I shared with the group that I felt a sense of healing, and setting intention amongst a group of black women specifically gave me hope for collective healing. I was met with hopeful agreement, tears, and laughter. There was understanding and holding space for one another. But what was most moving, what felt different from any other spiritual experience before, what could never be compared to the spaces I navigated growing up, was the ability to heal amongst others who were also experiencing life as a black woman in America. It was divine to feel seen and to see others. It was divine to participate in collective healing.
So often I was the only black person in guided meditations and moon circle; sometimes I was the only person of color. When entering a spiritual space of healing as the only black woman felt like a denial of who I am and what I need to heal in this lifetime.
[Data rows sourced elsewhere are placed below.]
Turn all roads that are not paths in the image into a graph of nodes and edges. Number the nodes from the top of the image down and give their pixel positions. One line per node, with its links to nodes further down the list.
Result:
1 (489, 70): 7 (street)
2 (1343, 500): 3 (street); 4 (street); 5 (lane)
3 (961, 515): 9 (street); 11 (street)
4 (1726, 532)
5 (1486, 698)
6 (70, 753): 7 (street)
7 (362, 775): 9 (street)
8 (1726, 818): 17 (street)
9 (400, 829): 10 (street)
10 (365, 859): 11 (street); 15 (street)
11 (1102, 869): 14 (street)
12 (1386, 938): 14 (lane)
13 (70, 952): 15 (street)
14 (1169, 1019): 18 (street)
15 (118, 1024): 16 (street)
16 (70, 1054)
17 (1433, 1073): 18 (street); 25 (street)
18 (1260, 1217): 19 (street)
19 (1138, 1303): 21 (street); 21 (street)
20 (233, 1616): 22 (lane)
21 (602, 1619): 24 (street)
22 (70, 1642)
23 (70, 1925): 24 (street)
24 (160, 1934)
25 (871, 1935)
Being three generations from slavery means I am still learning what freedom means for me. Entering a spiritual space of healing amongst black woman means I can state my intention to heal race-based trauma not only for myself, but for my ancestors who never had the opportunity to heal in their physical bodies. I could have never stated this intention if I were the only woman of color in the room.
The moon circle ran late into the night, each of us holding our farewell embraces for an extended period of time, not wanting to accept that what we’d just shared was ending. I came home, the scent of sage heavy in my thick, curly hair, lingering like a reminder of all I had just experienced. I slept ten hours and upon waking, I wrote for hours. I felt full, inspired, seen, and heard. I suddenly had a new standard set for my spiritual quest: community building. For so long, my spirituality was a private and, at times, lonely journey. This experience reminded me that there is room for community, that a divine sisterhood laid within these spiritual spaces, and that I wasn’t alone.